(Stored data)
◆ ◆ ◆ ◆ ◆ ◆ ◆
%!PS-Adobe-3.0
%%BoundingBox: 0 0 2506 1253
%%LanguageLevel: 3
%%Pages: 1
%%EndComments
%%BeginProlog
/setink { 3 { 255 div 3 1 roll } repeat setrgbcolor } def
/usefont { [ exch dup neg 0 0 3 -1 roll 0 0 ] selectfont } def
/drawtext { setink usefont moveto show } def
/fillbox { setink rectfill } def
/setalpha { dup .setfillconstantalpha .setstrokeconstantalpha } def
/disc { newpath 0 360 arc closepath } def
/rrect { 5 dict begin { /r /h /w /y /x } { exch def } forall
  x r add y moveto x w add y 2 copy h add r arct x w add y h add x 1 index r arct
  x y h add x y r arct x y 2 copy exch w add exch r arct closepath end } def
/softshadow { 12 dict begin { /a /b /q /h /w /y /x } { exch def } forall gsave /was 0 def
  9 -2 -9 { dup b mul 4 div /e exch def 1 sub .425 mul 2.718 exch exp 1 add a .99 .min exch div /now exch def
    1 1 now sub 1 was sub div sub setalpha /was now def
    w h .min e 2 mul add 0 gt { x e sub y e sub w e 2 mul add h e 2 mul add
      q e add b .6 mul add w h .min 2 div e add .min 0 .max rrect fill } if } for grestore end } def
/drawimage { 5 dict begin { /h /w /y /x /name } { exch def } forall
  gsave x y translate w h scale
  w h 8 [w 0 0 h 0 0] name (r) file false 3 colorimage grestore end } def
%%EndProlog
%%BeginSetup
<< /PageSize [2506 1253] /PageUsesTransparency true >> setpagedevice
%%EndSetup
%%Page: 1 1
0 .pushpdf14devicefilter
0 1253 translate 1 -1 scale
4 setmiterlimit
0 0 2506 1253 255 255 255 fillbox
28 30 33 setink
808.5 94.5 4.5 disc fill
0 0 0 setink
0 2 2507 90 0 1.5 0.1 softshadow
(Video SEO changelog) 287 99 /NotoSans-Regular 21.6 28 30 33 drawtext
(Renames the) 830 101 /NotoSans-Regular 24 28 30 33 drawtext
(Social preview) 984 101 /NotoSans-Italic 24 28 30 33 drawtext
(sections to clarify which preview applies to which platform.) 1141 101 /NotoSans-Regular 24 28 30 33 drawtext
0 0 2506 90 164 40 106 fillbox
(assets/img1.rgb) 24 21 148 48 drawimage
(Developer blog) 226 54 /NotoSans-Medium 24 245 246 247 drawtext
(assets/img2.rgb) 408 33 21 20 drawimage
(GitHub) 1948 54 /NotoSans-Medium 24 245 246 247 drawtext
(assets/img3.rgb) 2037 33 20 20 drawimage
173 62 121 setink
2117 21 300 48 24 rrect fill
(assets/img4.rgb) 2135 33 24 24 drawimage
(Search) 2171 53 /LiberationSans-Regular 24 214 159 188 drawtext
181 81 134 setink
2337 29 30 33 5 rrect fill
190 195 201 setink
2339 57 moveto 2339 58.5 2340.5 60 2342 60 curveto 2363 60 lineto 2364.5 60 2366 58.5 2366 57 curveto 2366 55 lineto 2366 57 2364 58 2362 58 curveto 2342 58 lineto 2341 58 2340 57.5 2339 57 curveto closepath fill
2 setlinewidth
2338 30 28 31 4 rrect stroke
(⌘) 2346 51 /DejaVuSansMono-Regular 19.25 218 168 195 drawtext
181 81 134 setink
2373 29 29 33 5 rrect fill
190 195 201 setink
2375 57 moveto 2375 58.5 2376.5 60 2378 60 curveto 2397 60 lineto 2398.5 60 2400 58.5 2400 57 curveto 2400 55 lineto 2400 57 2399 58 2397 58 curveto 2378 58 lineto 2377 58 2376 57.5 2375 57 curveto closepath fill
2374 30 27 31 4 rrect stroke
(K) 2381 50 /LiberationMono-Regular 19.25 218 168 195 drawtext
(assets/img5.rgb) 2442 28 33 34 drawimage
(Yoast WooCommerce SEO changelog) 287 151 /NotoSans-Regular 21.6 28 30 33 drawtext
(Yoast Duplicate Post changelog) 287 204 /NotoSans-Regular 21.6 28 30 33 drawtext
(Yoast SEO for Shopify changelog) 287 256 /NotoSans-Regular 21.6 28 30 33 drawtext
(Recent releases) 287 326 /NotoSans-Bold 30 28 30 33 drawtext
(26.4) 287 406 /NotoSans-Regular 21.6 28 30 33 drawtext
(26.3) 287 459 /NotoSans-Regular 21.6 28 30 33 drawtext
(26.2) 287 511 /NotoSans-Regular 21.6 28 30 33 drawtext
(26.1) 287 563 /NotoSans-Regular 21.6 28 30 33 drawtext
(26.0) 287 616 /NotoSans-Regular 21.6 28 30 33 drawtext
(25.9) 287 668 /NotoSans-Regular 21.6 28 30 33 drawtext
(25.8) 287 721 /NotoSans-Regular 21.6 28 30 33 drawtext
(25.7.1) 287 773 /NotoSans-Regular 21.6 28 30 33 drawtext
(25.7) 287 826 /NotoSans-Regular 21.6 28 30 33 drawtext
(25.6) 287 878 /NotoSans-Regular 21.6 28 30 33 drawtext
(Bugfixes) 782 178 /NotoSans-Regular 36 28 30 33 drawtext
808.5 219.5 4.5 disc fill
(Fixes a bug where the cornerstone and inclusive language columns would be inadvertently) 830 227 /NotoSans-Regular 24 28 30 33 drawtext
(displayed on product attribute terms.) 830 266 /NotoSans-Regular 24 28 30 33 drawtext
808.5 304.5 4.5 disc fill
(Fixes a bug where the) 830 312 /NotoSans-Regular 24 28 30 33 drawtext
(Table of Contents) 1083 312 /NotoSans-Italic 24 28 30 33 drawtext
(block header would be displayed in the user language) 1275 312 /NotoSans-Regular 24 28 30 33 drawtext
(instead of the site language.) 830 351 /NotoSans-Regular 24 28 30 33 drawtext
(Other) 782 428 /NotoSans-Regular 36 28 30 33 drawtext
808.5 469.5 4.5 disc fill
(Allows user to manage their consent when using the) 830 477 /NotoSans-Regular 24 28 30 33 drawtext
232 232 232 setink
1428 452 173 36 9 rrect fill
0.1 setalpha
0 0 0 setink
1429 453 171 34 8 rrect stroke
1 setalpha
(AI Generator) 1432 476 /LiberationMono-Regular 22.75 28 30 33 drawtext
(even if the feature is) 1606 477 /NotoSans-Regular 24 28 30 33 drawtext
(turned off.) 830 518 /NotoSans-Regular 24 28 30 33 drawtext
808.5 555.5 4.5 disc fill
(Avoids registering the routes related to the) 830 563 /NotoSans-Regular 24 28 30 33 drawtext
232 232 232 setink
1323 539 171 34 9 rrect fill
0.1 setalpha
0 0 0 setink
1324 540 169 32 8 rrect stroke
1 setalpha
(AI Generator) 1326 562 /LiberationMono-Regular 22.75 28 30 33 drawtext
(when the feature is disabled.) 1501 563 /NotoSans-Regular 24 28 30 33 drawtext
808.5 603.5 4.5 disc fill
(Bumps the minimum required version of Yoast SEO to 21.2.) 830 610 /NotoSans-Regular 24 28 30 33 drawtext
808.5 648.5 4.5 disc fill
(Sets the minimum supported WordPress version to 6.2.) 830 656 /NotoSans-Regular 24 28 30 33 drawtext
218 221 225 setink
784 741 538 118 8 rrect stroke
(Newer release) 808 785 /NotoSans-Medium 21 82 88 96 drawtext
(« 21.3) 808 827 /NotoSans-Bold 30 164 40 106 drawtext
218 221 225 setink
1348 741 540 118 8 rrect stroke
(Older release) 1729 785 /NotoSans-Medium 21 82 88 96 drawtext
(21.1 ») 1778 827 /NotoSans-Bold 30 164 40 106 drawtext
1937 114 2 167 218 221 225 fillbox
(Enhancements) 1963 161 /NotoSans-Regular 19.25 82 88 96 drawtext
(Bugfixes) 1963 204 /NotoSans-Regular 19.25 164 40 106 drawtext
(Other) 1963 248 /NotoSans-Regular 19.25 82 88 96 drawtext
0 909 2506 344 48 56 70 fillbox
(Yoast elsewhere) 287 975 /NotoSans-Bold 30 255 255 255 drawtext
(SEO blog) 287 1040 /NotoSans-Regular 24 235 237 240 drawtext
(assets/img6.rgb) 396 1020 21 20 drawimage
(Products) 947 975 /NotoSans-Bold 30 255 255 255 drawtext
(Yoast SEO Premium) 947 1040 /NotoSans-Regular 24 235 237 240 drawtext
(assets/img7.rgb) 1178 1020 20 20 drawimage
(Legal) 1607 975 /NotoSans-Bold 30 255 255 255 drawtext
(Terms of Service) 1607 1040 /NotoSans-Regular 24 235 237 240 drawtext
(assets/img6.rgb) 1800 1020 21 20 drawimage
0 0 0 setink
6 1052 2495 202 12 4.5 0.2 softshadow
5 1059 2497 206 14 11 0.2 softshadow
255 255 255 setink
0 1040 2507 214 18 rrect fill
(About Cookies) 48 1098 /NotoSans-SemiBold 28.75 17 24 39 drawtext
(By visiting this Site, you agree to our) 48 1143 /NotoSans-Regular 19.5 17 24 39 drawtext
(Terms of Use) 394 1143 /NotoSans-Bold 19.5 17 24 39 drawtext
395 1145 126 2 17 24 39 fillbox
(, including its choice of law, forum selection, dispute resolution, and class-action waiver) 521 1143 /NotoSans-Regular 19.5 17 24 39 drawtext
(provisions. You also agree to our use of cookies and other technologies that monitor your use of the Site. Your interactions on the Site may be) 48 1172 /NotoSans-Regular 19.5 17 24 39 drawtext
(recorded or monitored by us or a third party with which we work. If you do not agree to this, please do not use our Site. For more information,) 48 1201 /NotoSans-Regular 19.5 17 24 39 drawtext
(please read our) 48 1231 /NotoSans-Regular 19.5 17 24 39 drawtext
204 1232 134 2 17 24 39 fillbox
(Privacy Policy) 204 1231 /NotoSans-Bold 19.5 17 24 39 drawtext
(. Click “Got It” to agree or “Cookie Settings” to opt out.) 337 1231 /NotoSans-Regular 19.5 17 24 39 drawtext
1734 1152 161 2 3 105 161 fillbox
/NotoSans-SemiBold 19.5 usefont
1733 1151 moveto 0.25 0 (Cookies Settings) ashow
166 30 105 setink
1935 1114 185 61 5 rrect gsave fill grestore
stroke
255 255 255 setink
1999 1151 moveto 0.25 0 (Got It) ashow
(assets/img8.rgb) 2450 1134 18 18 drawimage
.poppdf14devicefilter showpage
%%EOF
◆ ◆ ◆ ◆ ◆ ◆ ◆
§ **What to produce**
Copy exactly the lines that run from the first line of the data to the line containing "gsave /was 0 def", please, with both ends included and nothing else.

§ **Exercise response**
%!PS-Adobe-3.0
%%BoundingBox: 0 0 2506 1253
%%LanguageLevel: 3
%%Pages: 1
%%EndComments
%%BeginProlog
/setink { 3 { 255 div 3 1 roll } repeat setrgbcolor } def
/usefont { [ exch dup neg 0 0 3 -1 roll 0 0 ] selectfont } def
/drawtext { setink usefont moveto show } def
/fillbox { setink rectfill } def
/setalpha { dup .setfillconstantalpha .setstrokeconstantalpha } def
/disc { newpath 0 360 arc closepath } def
/rrect { 5 dict begin { /r /h /w /y /x } { exch def } forall
  x r add y moveto x w add y 2 copy h add r arct x w add y h add x 1 index r arct
  x y h add x y r arct x y 2 copy exch w add exch r arct closepath end } def
/softshadow { 12 dict begin { /a /b /q /h /w /y /x } { exch def } forall gsave /was 0 def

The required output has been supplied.